### ASSIGNMENT
Count, in the data that follows, every line with the string "Tarobiy", and give that count as the whole reply.

• • •

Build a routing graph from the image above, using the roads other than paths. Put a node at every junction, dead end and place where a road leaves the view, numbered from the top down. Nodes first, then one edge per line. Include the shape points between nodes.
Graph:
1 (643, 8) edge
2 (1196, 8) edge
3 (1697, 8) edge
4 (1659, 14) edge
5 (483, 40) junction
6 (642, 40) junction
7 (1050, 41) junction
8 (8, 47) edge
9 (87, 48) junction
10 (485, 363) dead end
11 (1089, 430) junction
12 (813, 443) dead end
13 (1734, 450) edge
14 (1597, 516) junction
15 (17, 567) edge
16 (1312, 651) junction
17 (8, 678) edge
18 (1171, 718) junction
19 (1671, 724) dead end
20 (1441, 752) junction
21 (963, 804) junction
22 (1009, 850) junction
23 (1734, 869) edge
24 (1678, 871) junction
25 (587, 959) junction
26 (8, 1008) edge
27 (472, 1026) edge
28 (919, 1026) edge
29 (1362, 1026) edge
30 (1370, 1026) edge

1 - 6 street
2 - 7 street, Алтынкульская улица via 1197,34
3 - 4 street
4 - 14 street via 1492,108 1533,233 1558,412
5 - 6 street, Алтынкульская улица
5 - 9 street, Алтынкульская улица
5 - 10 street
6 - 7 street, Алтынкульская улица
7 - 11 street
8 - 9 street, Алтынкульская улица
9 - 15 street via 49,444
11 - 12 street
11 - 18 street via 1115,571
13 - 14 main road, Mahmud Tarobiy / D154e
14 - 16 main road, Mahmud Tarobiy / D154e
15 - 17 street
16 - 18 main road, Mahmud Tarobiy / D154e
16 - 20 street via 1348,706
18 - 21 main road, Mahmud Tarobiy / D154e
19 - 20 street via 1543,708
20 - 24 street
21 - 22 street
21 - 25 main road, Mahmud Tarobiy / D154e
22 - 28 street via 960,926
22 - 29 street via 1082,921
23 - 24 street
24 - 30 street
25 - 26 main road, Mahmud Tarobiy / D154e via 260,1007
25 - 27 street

• • •

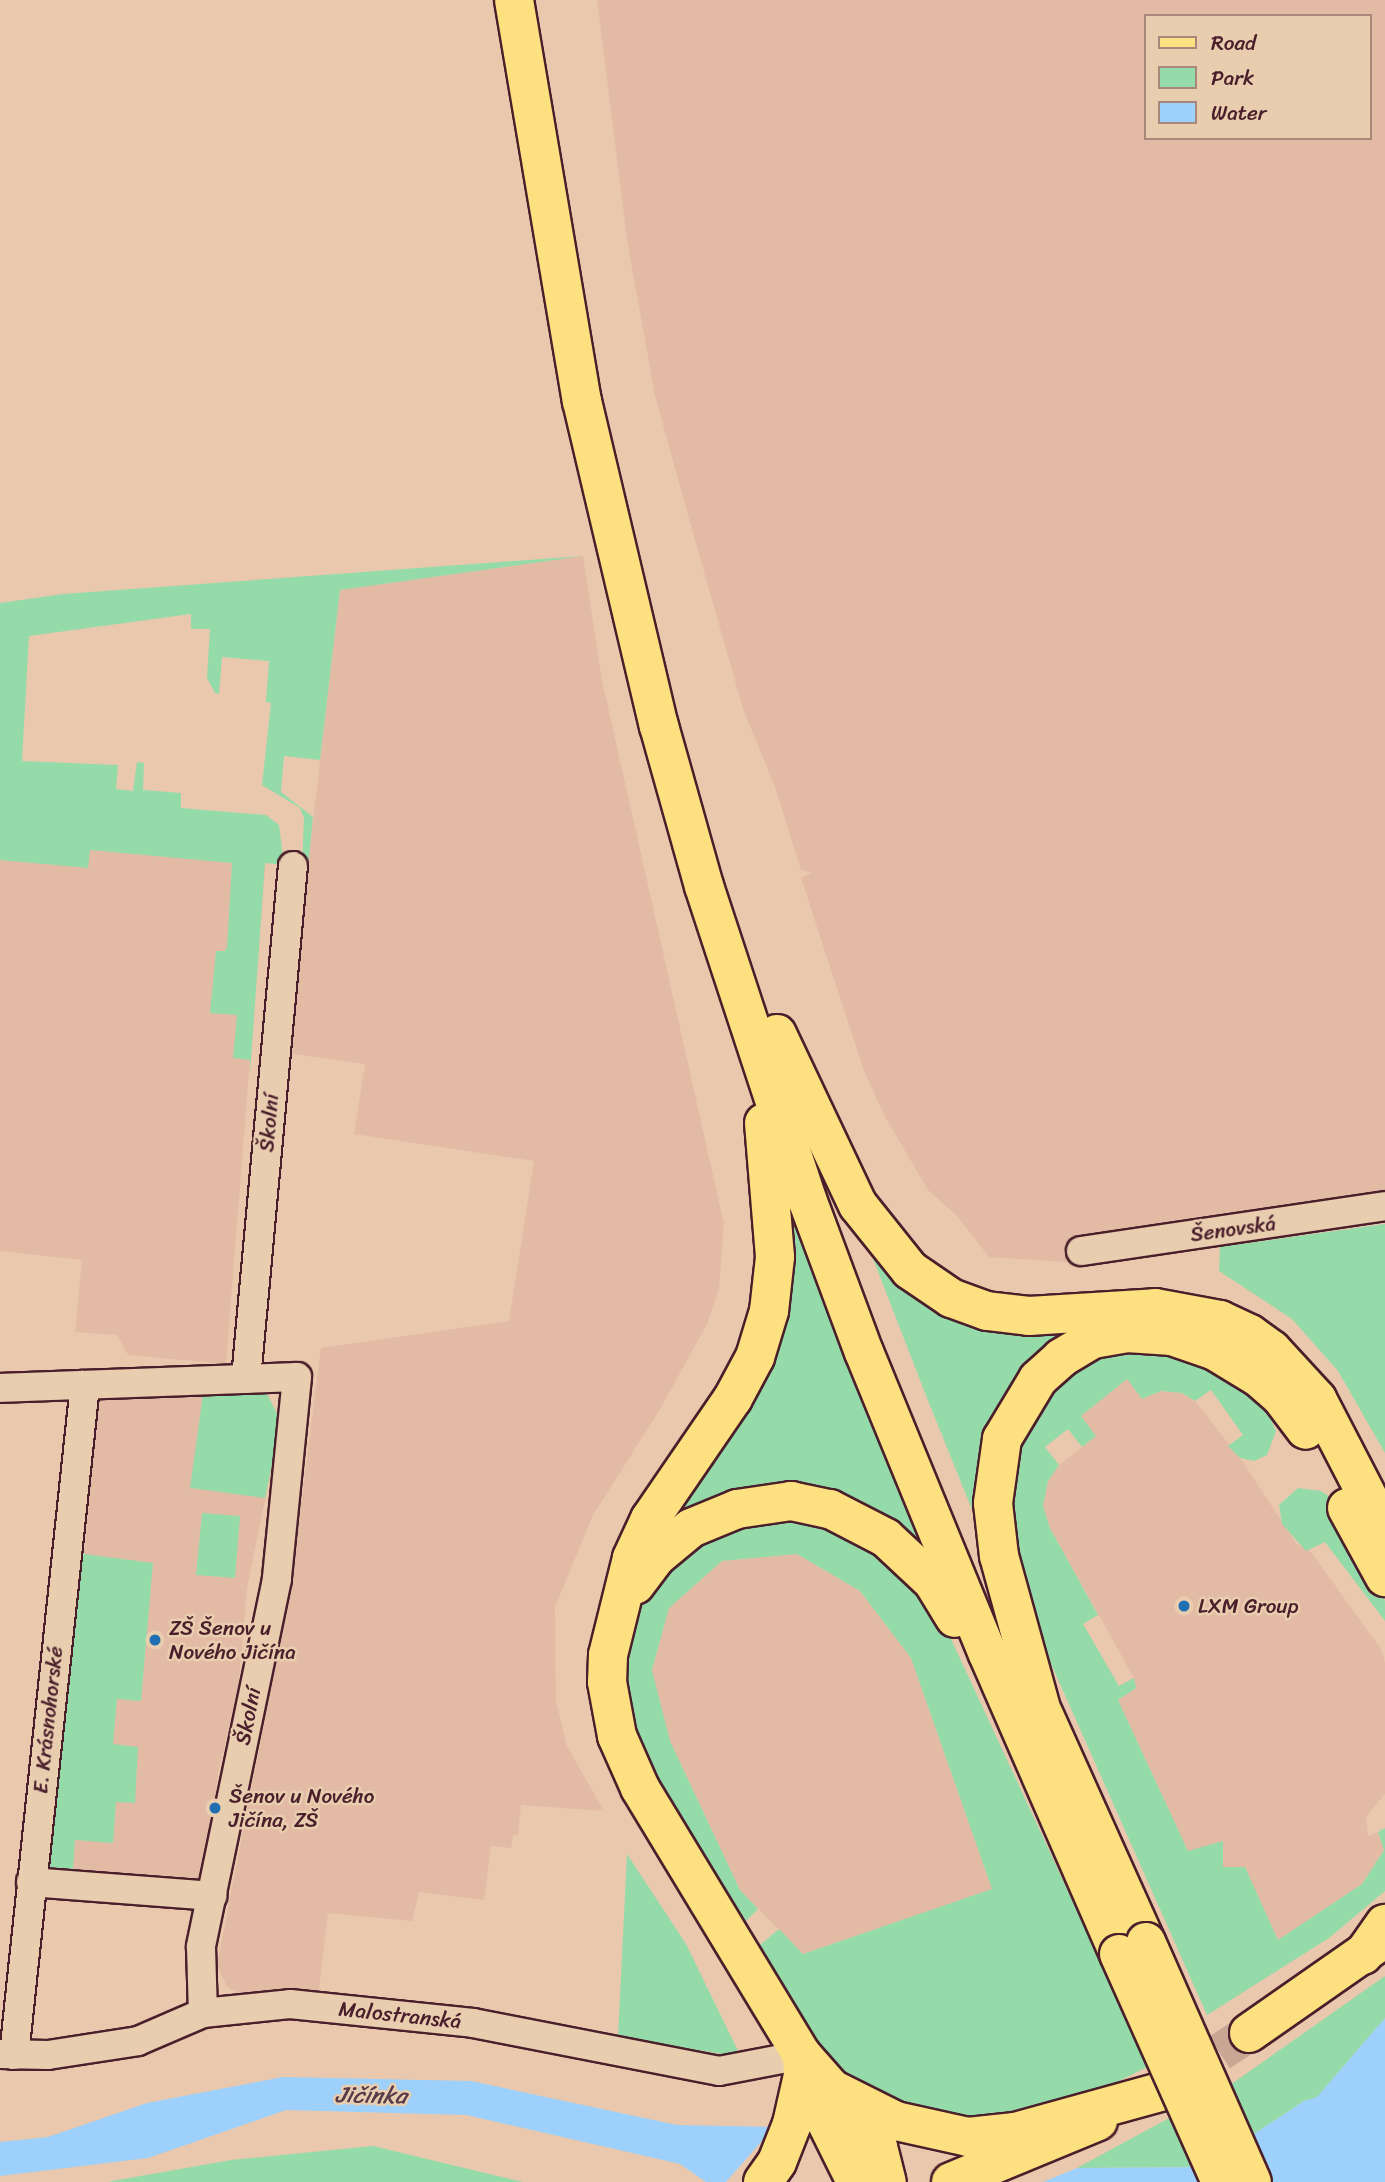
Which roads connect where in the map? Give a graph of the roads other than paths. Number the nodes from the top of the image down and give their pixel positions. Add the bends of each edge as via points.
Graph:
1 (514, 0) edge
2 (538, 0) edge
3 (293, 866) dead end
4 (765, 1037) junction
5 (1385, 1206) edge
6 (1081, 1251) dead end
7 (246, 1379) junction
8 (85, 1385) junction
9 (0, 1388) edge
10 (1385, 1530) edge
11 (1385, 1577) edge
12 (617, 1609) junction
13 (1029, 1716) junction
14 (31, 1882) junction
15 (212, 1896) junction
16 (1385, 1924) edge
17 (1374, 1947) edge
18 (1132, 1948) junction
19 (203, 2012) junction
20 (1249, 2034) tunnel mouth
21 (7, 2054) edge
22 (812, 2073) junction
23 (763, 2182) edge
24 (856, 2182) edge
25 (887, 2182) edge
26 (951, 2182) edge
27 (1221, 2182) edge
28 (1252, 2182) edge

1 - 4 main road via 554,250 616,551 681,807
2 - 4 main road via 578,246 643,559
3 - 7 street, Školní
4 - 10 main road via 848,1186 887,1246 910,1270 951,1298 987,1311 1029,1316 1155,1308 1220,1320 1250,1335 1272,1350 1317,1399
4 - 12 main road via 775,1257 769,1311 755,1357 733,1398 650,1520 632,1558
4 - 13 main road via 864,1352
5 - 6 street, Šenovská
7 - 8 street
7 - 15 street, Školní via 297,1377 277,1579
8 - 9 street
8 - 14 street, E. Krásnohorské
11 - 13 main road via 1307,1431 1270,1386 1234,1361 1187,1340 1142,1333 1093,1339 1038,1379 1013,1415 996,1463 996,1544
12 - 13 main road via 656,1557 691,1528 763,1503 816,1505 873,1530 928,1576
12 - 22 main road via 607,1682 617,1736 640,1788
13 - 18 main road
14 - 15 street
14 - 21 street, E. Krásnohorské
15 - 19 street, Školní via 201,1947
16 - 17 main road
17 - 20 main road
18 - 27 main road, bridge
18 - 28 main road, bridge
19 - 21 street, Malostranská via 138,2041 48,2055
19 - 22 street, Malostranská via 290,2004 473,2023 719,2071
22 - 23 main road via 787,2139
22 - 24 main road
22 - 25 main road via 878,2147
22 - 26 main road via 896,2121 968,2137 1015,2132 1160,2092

• • •

### ANSWER SPACE
6